● **WORK ITEM**: Since only part of the material below is wanted, output exactly the lines from the one with "fill.setAntiAlias(true);" up to and including the one with "italic ? SkFontStyle::kItalic_Slant".
*** PROVIDED INFORMATION Section Begins ***
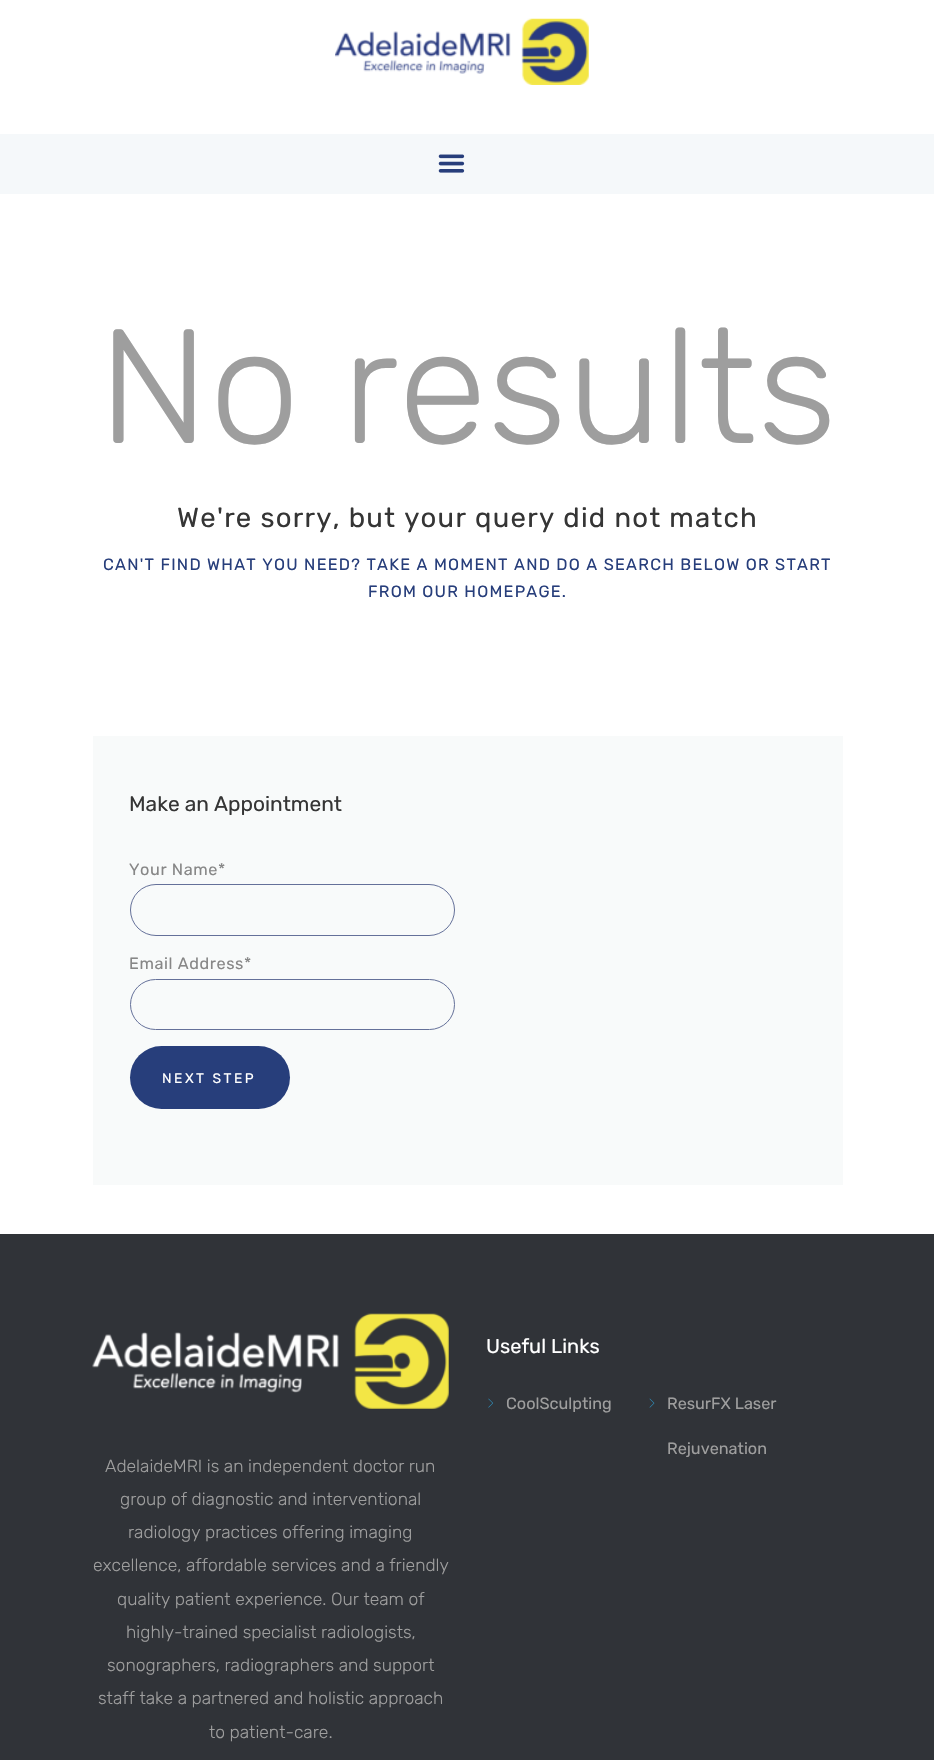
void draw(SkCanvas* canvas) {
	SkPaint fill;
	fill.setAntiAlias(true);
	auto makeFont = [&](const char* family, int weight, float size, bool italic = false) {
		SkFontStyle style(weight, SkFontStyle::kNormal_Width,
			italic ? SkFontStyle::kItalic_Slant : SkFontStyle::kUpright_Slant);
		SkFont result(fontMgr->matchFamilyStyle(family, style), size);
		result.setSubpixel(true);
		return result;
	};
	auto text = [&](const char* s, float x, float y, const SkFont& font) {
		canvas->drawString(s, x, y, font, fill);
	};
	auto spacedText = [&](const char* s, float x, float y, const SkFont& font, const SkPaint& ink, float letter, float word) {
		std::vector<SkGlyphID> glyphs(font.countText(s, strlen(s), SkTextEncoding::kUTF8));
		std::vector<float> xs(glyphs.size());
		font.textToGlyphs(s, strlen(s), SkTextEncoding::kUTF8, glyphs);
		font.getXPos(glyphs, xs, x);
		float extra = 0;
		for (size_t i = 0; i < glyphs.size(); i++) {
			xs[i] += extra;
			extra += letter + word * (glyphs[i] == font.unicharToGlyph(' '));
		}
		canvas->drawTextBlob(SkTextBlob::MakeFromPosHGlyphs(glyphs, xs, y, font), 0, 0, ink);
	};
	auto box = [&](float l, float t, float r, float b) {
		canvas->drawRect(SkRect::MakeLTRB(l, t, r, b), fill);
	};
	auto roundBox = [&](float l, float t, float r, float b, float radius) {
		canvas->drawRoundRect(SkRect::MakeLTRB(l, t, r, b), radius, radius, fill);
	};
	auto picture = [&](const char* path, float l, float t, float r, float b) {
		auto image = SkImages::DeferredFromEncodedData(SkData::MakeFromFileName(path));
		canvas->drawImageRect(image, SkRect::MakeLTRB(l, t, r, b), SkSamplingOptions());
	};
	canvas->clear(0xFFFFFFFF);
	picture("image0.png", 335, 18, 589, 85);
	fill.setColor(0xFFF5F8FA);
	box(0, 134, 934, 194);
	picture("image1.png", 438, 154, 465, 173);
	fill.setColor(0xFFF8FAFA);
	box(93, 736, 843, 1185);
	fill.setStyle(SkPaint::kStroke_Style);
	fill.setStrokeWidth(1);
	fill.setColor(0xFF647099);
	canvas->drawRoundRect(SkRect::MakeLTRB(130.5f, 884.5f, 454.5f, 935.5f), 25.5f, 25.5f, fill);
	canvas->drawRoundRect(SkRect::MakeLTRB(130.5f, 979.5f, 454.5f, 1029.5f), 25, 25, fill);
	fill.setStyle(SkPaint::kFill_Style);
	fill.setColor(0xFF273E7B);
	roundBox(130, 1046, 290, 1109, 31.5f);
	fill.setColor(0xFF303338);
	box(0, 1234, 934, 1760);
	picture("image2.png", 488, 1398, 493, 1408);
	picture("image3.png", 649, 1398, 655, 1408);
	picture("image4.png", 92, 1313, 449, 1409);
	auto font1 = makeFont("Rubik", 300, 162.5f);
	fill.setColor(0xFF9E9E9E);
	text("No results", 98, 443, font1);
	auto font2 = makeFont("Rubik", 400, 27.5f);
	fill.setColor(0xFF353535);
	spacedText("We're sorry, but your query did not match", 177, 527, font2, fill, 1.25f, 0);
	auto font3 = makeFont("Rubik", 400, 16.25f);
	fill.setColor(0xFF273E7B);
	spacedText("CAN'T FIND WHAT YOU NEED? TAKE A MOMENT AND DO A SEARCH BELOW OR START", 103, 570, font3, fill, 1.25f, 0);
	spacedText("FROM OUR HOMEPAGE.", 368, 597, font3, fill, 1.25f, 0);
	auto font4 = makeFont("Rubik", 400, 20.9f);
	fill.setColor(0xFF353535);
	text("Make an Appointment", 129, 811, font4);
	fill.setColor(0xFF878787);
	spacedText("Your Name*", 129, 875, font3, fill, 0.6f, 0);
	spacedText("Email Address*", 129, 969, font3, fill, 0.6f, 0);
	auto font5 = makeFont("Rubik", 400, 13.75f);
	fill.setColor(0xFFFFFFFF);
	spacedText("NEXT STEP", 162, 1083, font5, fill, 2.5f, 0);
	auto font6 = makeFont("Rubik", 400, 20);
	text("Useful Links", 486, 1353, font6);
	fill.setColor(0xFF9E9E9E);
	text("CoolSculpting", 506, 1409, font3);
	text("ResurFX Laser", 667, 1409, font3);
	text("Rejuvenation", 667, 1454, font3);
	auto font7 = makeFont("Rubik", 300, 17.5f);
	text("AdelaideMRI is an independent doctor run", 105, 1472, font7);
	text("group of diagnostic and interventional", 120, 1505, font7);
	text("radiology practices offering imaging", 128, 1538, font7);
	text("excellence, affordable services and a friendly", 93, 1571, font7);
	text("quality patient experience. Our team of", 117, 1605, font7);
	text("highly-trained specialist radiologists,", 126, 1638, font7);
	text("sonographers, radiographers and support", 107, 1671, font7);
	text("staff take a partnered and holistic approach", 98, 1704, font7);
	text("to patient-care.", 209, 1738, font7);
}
*** PROVIDED INFORMATION Section Ends ***
● **RESULT FOR THIS EXERCISE**:
	fill.setAntiAlias(true);
	auto makeFont = [&](const char* family, int weight, float size, bool italic = false) {
		SkFontStyle style(weight, SkFontStyle::kNormal_Width,
			italic ? SkFontStyle::kItalic_Slant : SkFontStyle::kUpright_Slant);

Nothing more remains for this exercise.